Please page social work asap - before family leaves - s/w will work with them to see if:

a. IN HOME SUPPORT SERVICES (IHSS) - Medi-Cal program - can either be started or have hours increased (to help with supervision, cooking, bathing, grocery shopping, other ADLs)

b. other community resources are available

c. consider home health referral

d. if family dumps patient and doesn't respond, s/w may file an adult protective services report

e. if the patient truly needs to be placed, run Interqual, try to transfer/admit to obs/short stay for placement

5. Pt/family not happy with current skilled nursing facility (SNF)
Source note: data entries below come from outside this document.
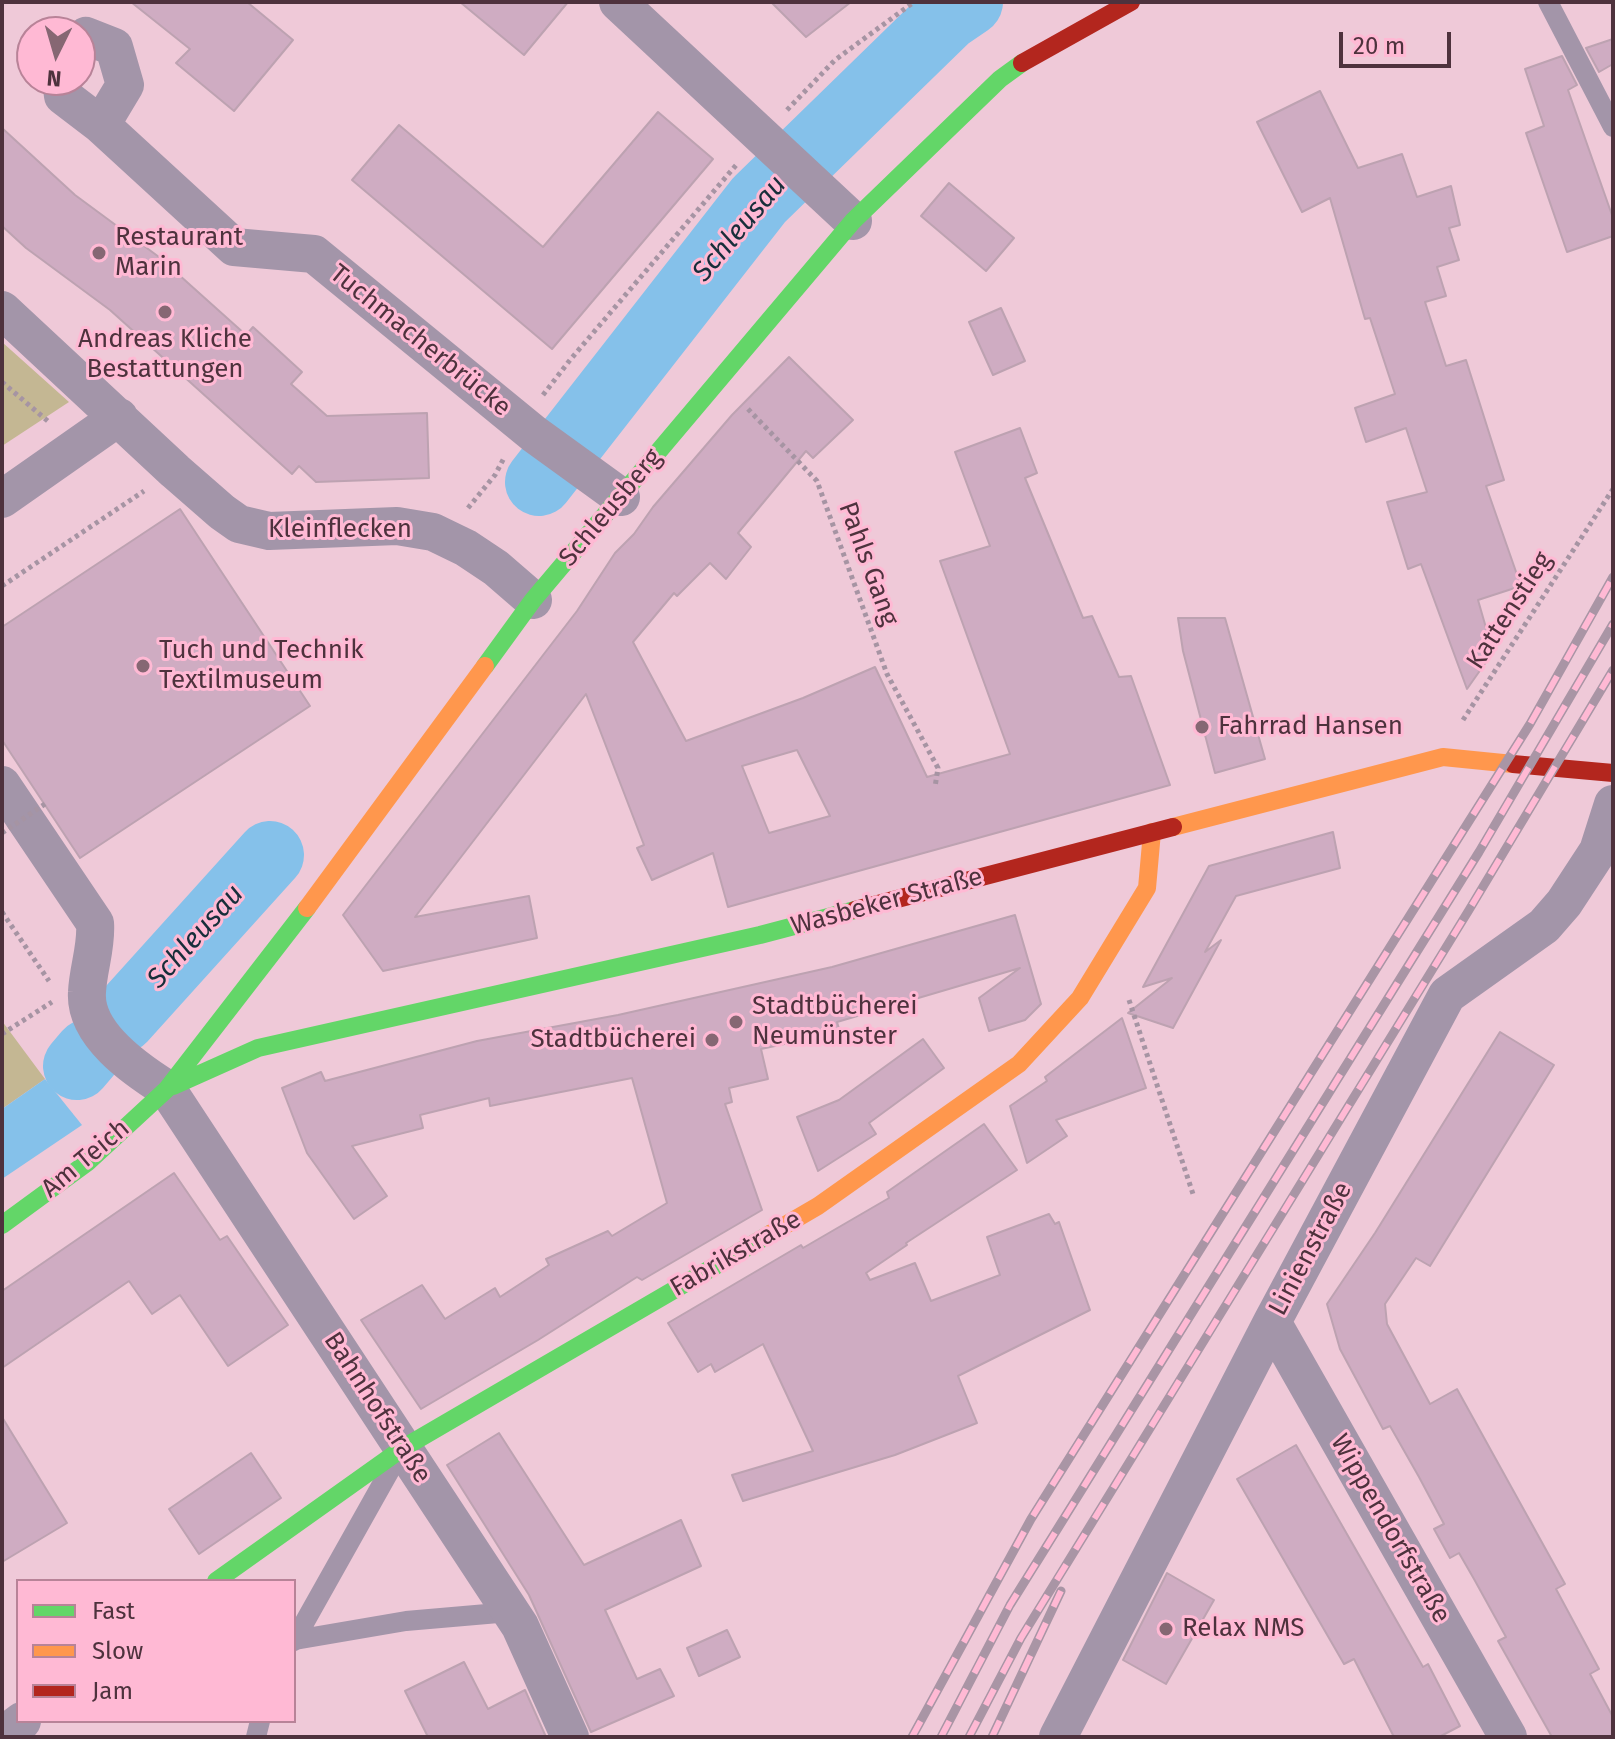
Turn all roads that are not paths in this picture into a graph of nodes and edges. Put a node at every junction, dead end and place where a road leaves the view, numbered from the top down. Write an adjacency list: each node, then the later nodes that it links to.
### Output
1 (618, 2): 8 (street)
2 (1548, 2): 7 (lane)
3 (1120, 5): 8 (street, Schleusberg)
4 (96, 40): 6 (street)
5 (63, 96): 6 (street, Tuchmacherbrücke)
6 (101, 125): 11 (street, Tuchmacherbrücke)
7 (1613, 127)
8 (853, 221): 11 (street, Schleusberg)
9 (2, 310): 10 (street, Kleinflecken)
10 (119, 417): 12 (street); 13 (street, Kleinflecken)
11 (621, 497): 13 (street, Schleusberg)
12 (2, 499)
13 (533, 600): 18 (street, Schleusberg)
14 (1613, 773): 17 (street, Wasbeker Straße)
15 (2, 785): 18 (street)
16 (1613, 804): 20 (street, Linienstraße)
17 (1152, 832): 18 (street, Wasbeker Straße); 21 (street, Fabrikstraße)
18 (167, 1089): 19 (street, Am Teich); 21 (street, Bahnhofstraße)
19 (2, 1225)
20 (1272, 1322): 29 (street, Linienstraße); 30 (street, Wippendorfstraße)
21 (403, 1448): 22 (street, Fabrikstraße); 23 (street, Bahnhofstraße); 24 (lane)
22 (219, 1579)
23 (510, 1612): 25 (lane); 28 (street, Bahnhofstraße)
24 (296, 1636)
25 (296, 1640)
26 (19, 1723): 27 (street)
27 (2, 1736)
28 (570, 1737)
29 (1058, 1737)
30 (1508, 1737)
a. generally, this is not an appropriate use of the ED - the family needs to work with the SNF s/w to facilitate transfer to another SNF, exception point c. below

b. if actual abuse, s/w at Harbor can help with ombudsman report

c. APPROPRIATE if pt needs a HIGHER level of care b/c of medical needs - then s/w at Harbor can help

6. Clothing rack / clothing for patients

Nursing and social work have access ('Harbor Rack' outside in ambulance entrance)

7. Patients who need PT/OT for placement

a. Admit patient to obs/short stay for placement and PT/OT evaluation b. In rare circumstances, may need to order PT/OT to be done in the ED.